De manière générale le grand malentendu repose là : on présente comme des projets muséographiques ce qui relève avant tout de madeleines de Proust, d’où d’ailleurs une obsession pour l’objet physique, son intemporalité fantasmée (cf le fantasme anachronique de jeux d’antan encore sous blister) davantage que pour son historicité. I can relate parce que ce sont les doudous générationnels de ma génération mais il ne fait aucun doute qu’ils connaîtront le même destin que les collections de petites voitures des baby-boomers : de formidables collections privées qui atteindront des prix d’or au moment où les Charles Foster Kane atteindront l’apex de leur pouvoir financier et de leur nostalgie, avant que la valeur marchande de leurs rosebuds ne disparaisse progressivement avec eux, pour ne plus laisser que des joujoux vieillots que la génération suivante n’aura pas de raison de fétichiser.

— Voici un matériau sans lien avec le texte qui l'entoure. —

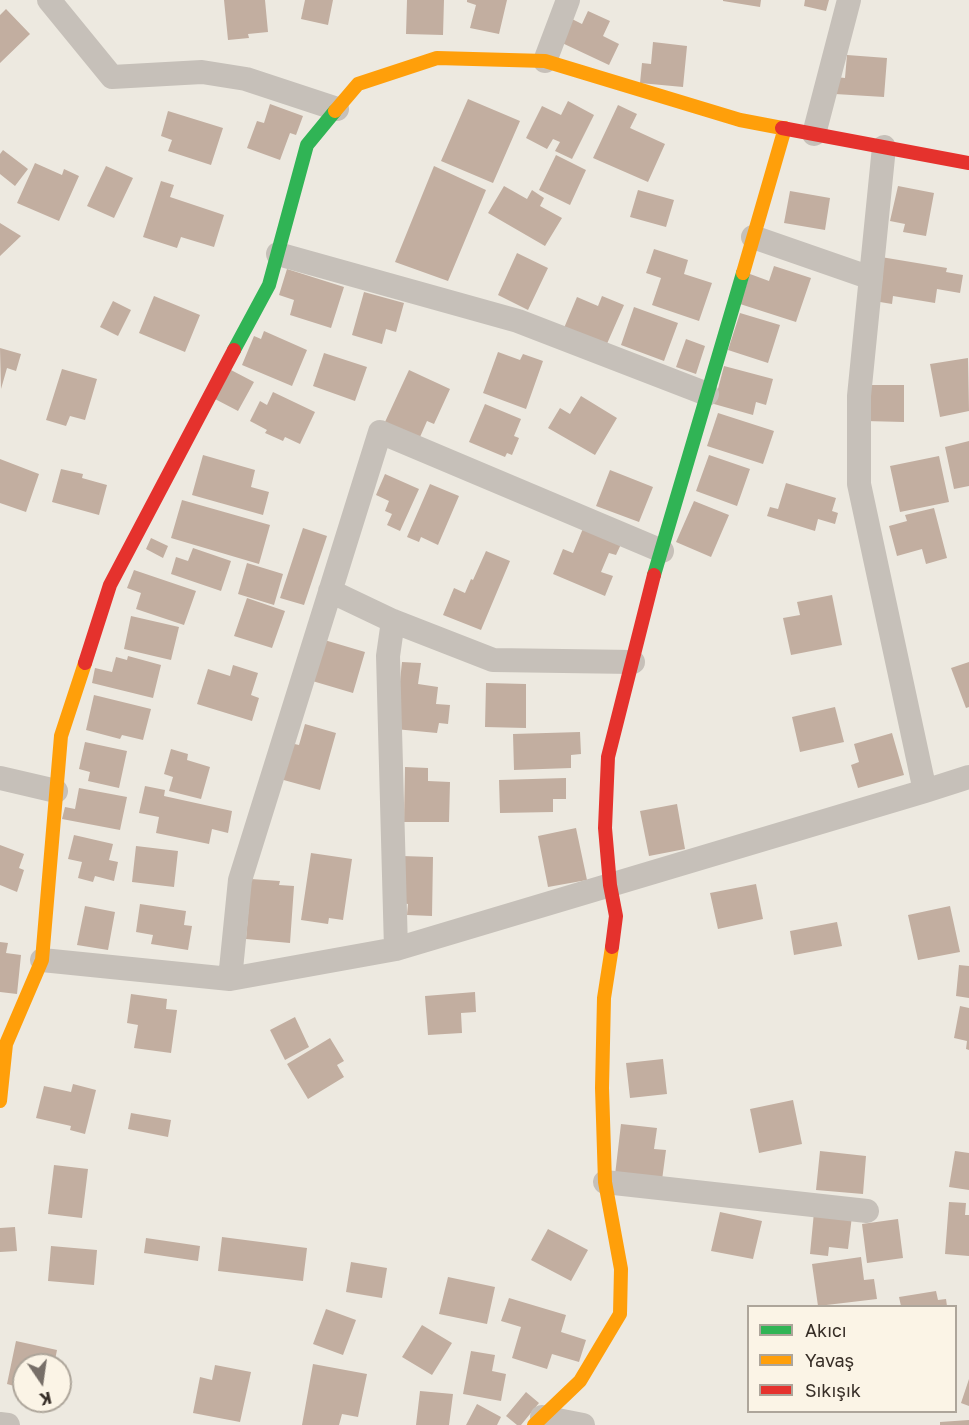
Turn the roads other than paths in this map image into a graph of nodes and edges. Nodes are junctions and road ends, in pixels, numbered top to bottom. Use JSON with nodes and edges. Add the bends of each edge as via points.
{"nodes":[{"id":1,"x":49,"y":0,"type":"edge"},
{"id":2,"x":568,"y":0,"type":"edge"},
{"id":3,"x":849,"y":0,"type":"edge"},
{"id":4,"x":545,"y":61,"type":"junction"},
{"id":5,"x":337,"y":109,"type":"junction"},
{"id":6,"x":784,"y":128,"type":"junction"},
{"id":7,"x":814,"y":134,"type":"junction"},
{"id":8,"x":884,"y":147,"type":"junction"},
{"id":9,"x":969,"y":164,"type":"edge"},
{"id":10,"x":753,"y":237,"type":"junction"},
{"id":11,"x":278,"y":254,"type":"junction"},
{"id":12,"x":871,"y":278,"type":"junction"},
{"id":13,"x":707,"y":394,"type":"junction"},
{"id":14,"x":662,"y":551,"type":"junction"},
{"id":15,"x":330,"y":591,"type":"junction"},
{"id":16,"x":393,"y":621,"type":"junction"},
{"id":17,"x":633,"y":662,"type":"junction"},
{"id":18,"x":969,"y":777,"type":"edge"},
{"id":19,"x":0,"y":778,"type":"edge"},
{"id":20,"x":56,"y":791,"type":"junction"},
{"id":21,"x":925,"y":791,"type":"junction"},
{"id":22,"x":610,"y":885,"type":"junction"},
{"id":23,"x":396,"y":949,"type":"junction"},
{"id":24,"x":42,"y":960,"type":"junction"},
{"id":25,"x":230,"y":979,"type":"junction"},
{"id":26,"x":0,"y":1095,"type":"edge"},
{"id":27,"x":605,"y":1182,"type":"junction"},
{"id":28,"x":867,"y":1211,"type":"dead end"},
{"id":29,"x":538,"y":1421,"type":"edge"},
{"id":30,"x":0,"y":1424,"type":"edge"},
{"id":31,"x":8,"y":1425,"type":"edge"},
{"id":32,"x":583,"y":1425,"type":"edge"}],
"edges":[{"from":1,"to":5,"type":"street","via":[[112,77],[202,72],[246,79]]},
{"from":2,"to":4,"type":"street"},
{"from":3,"to":7,"type":"street"},
{"from":4,"to":5,"type":"street","via":[[437,58],[358,84]]},
{"from":4,"to":6,"type":"street","via":[[740,120]]},
{"from":5,"to":11,"type":"street","via":[[307,145]]},
{"from":6,"to":7,"type":"street"},
{"from":6,"to":10,"type":"street"},
{"from":7,"to":8,"type":"street"},
{"from":8,"to":9,"type":"street"},
{"from":8,"to":12,"type":"street"},
{"from":10,"to":12,"type":"street"},
{"from":10,"to":13,"type":"street"},
{"from":11,"to":13,"type":"street","via":[[518,321]]},
{"from":11,"to":20,"type":"street","via":[[269,285],[110,585],[61,736]]},
{"from":12,"to":21,"type":"street","via":[[859,396],[859,484]]},
{"from":13,"to":14,"type":"street"},
{"from":14,"to":15,"type":"street","via":[[380,432]]},
{"from":14,"to":17,"type":"street"},
{"from":15,"to":16,"type":"street"},
{"from":15,"to":25,"type":"street","via":[[240,880]]},
{"from":16,"to":17,"type":"street","via":[[493,660]]},
{"from":16,"to":23,"type":"street","via":[[388,656]]},
{"from":17,"to":22,"type":"street","via":[[608,757],[605,828]]},
{"from":18,"to":21,"type":"street"},
{"from":19,"to":20,"type":"street"},
{"from":20,"to":24,"type":"street"},
{"from":21,"to":22,"type":"street"},
{"from":22,"to":23,"type":"street"},
{"from":22,"to":27,"type":"street","via":[[616,916],[604,998]]},
{"from":23,"to":25,"type":"street"},
{"from":24,"to":25,"type":"street"},
{"from":24,"to":26,"type":"street","via":[[6,1044]]},
{"from":27,"to":28,"type":"street"},
{"from":27,"to":29,"type":"street","via":[[621,1269],[620,1314],[580,1382]]},
{"from":29,"to":32,"type":"street"},
{"from":30,"to":31,"type":"street"}]}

Après, il y a ce qui relève davantage de l’histoire, et là c’est le boulot des historiens de transformer ces objets en objets d’études, en clés de lecture de la compréhension du monde, probablement en concentrés du zeitgeist de la fin du 20e siècle, l’âge d’or du modèle consumériste américain, de la société du divertissement, de la mondialisation, de l’électronique et informatique grand public et du tout-plastique. D’une certaine manière ces objets cesseront d’être intéressants pour leur immuabilité fantasmée, cet élixir de jouvence qu’on s’obstine à en faire en tentant coûte que coûte de les protéger contre l’usure du soleil, de l’humidité, de la poussière et du temps, pour apparaître pour ce qu’ils n’ont jamais cessé d’être : une singularité historique, un instantané d’une époque née de la culture de l’innovation et d’une conception schumpeturienne de l’histoire, vouée dès leur naissance même à devenir obsolètes. Ce n’est même pas dire que ces jeux ont vieilli, qu’ils ont été remplacés par plus modernes, etc. ; ils sont eux-mêmes les produits de la culture de la nouveauté et les marqueurs d’une époque pour qui la scansion du temps - news, previews, reviews - était une perpétuelle course en avant, une culture de la surenchère et une érotique de l’imminence. De ce point de vue, il importera peu à l’historien que telle ou telle boîte soit cornée ou pas, c’est le métatexte qui l’intéressera. L’immaculité des boîtes, elle, ce sera l’objet de l’historien et anthropologue des mentalités des années 2010, celui qui se demandera dans 100 ans pourquoi en pleine catastrophe écologique des humains des pays les plus riches emplastiquaient des cartouches vouées à devenir quoiqu’il arrive dysfonctionnelles.
Quant à la mortalité, je ne suis pas sûr qu’elle soit à quarante ans une question de bedoune qui devient flasque et d’ailleurs les jeux vidéo c’était mieux avant ; c’est aussi se poser la question de la transmission, qui n’est pas tout à fait la même que celle de la préservation, et ne plus seulement réfléchir en termes de madeleines de Proust que l’on voudrait mettre pour l’éternité sous verre, et davantage de témoignage et de sens et de clés de lecture que l’on voudrait transmettre au train d’après. Je ne suis pas sûr que les collectionneurs de petites voitures l’aient fait ni que les muettes carcasses en tôle de leurs Citroëns de poche d’antan nous aient franchement expliqué grand chose de l’époque dont nous héritions, car après tout il n’a jamais été question que nous en héritions, ni de leur matérialité, ni de ce qu’elles disent de leur temps, mais nous ne sommes pas obligés de reproduire la même chose, de léguer des bibelots borgnes à nos suivants.